The LINK NEWS
July 14, 2005
Theater Review By Madeline Schulman
"A Child's Guide to Innocence," by Vincent Sessa, is a beautiful
and touching play, designed to move and delight an audience. Running
at the New Jersey Repertory Company, on Broadway in Long Branch,
this family history is wonderfully acted by Catherine Eaton, Corey
Tazmania and Deborah Baum, and splendidly directed by Dana Benningfield.
An actress herself, the director brings out the nuances of the
characters as they re-live three days, but decades apart.

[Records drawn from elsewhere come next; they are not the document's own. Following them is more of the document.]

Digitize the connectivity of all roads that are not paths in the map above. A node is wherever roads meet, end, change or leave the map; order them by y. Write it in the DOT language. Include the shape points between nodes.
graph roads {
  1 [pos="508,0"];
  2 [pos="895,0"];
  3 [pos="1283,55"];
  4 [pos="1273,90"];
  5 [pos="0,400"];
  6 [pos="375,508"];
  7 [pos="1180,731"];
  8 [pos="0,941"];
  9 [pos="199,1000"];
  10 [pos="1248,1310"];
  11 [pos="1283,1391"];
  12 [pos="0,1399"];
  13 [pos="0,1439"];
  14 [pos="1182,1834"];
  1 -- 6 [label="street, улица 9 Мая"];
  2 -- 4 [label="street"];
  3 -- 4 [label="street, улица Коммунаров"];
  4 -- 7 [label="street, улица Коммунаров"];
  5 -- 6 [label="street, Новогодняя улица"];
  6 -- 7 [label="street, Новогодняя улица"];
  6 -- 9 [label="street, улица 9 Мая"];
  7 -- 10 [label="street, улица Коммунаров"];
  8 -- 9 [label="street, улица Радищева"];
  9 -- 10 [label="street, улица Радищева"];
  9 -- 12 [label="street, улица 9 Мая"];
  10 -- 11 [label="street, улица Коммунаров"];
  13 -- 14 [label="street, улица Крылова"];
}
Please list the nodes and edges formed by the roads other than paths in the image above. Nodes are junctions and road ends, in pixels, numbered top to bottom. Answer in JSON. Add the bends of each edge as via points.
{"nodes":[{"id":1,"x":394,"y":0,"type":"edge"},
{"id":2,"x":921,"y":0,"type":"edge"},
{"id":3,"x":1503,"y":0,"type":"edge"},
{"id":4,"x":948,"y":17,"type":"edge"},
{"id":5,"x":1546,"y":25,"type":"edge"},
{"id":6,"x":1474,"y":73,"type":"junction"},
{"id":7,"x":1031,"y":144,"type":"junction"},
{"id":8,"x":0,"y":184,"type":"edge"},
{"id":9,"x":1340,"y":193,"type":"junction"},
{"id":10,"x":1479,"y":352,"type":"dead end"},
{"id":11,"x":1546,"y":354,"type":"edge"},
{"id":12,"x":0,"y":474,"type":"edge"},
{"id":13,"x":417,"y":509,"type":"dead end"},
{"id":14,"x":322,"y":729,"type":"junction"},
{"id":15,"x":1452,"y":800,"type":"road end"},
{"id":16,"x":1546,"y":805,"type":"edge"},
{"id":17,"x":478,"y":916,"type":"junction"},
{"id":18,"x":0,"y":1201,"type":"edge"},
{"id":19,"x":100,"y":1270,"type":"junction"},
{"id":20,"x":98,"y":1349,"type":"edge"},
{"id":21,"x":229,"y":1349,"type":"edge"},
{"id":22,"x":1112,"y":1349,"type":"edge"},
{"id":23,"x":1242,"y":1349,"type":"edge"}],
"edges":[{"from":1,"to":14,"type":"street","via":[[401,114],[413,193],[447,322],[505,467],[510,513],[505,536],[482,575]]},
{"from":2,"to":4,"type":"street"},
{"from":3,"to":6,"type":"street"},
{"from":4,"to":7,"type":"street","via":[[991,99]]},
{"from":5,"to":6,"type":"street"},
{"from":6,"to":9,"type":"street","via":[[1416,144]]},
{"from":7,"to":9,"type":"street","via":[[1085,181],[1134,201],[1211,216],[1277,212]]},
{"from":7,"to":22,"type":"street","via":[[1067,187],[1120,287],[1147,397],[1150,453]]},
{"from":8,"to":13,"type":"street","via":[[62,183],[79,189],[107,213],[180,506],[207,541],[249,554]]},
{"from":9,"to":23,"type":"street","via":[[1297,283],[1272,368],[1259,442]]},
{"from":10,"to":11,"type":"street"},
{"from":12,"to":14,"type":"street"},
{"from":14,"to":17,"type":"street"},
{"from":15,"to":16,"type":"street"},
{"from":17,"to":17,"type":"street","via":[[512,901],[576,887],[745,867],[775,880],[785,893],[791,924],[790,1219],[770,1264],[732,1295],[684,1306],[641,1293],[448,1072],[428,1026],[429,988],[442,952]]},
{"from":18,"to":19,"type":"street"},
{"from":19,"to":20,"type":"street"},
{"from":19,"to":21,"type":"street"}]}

Eaton serves as the connecting thread, playing the same woman
at 21, 51, and 71, as she believable changes from young woman to
matron to older woman without altering makeup or costume. Her two
co-stars each cleverly morph into three very different characters,
appearing first as her sisters, then as her daughters, and finally
as her granddaughters.
The action starts in a Brooklyn grocery store in June, 1944, at
the height of the war (WWII) as sisters Francie, Catherine and
Marian wait for news of their brother Johnny, lost at sea, and
Francie, the oldest, longs for letters from her fiance, Freddy.
They vacillate between hope that Johnny has survivied and fear
that he has not.
The events of that day echo through the years in the second and
third scenes, as the years pass and we learn how that day in 1944
has affected the family's life. Throughout, the dialog is leavened
with flashes of humor - while describing the movie "Jaws" one daughter
says she would need a "horse Valium" to go swimming in the ocean
at night. A granddaughter, challenged to identify Charles Lindbergh,
mutters, "He invented the Lindy?"
One symbol throughout the play, as evocative as Laura's unicorn
in "The Glass Menagerie," is a piece of glass which dangles from
a hurricane lamp, variously described by the characters as a star
or a prism. We learn in the first scene that it is missing, but
not how or why. Just as we learn Johnny's fate and Freddy's, we
do find out the significance of the prism, and as a star or prism
should, it scatters a light on all that has gone before.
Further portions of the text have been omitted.